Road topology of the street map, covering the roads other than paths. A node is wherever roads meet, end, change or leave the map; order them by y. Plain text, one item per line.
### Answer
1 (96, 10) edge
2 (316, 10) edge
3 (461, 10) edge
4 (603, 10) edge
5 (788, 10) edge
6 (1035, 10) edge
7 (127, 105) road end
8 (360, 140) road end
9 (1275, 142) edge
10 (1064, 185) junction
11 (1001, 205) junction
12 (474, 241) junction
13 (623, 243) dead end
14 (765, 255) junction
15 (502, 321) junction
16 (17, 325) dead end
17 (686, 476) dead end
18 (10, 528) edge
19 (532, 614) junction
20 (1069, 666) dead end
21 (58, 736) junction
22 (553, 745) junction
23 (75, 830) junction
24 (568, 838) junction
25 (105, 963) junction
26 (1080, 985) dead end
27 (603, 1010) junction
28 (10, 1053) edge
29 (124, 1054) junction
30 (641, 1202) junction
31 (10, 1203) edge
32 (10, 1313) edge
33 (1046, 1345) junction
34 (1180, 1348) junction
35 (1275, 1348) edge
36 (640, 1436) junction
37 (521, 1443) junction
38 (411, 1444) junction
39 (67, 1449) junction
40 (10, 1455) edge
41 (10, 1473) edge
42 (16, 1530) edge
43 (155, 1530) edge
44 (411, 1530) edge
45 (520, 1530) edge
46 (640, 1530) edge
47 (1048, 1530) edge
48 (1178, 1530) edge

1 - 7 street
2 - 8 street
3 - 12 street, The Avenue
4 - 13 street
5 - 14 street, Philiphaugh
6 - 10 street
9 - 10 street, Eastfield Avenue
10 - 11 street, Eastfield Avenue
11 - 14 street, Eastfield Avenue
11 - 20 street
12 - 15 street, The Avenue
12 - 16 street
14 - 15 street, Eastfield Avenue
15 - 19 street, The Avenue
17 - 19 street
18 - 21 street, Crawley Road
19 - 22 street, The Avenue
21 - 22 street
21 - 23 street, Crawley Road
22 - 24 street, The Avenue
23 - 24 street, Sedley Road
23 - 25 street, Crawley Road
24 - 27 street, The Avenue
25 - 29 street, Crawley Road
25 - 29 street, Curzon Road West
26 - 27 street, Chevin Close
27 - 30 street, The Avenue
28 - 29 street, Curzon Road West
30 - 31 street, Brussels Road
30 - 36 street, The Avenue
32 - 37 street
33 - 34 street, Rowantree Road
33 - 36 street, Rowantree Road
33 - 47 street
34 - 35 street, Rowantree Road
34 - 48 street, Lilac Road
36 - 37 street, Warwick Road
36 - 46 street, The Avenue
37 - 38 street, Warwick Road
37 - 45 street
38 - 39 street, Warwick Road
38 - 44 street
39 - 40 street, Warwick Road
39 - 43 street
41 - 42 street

==

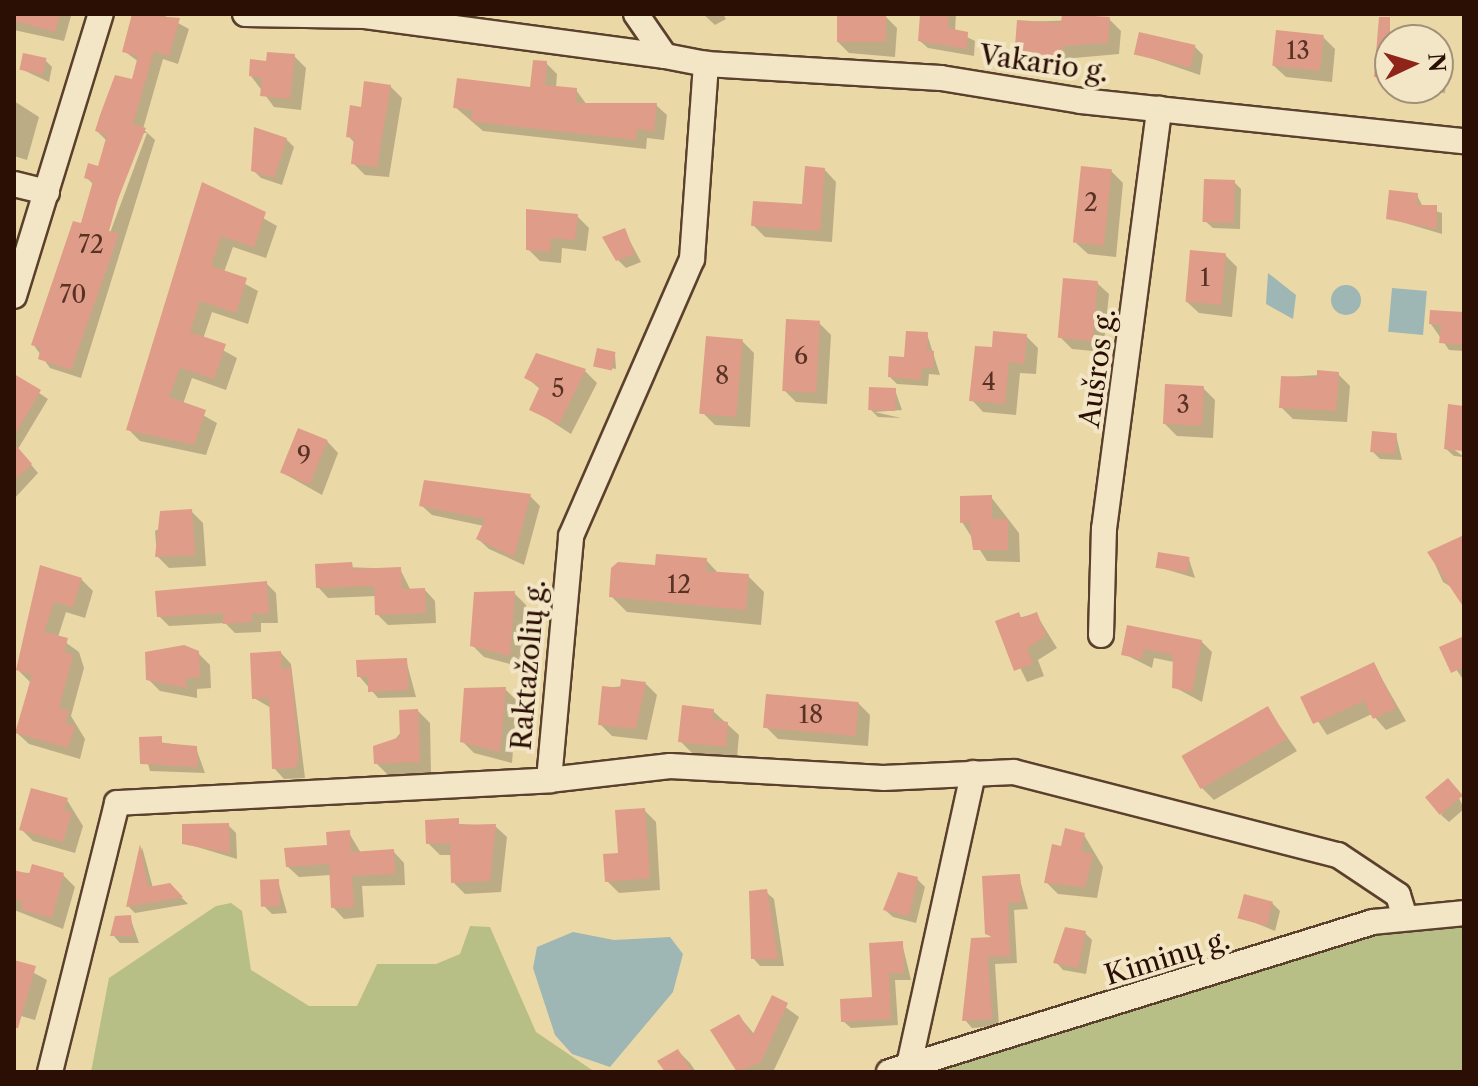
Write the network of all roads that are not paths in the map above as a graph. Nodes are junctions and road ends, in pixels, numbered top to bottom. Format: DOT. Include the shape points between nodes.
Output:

→ Exercise description
For the string "paths", count every line of the material where it appears and state only the count.

→ The answer
2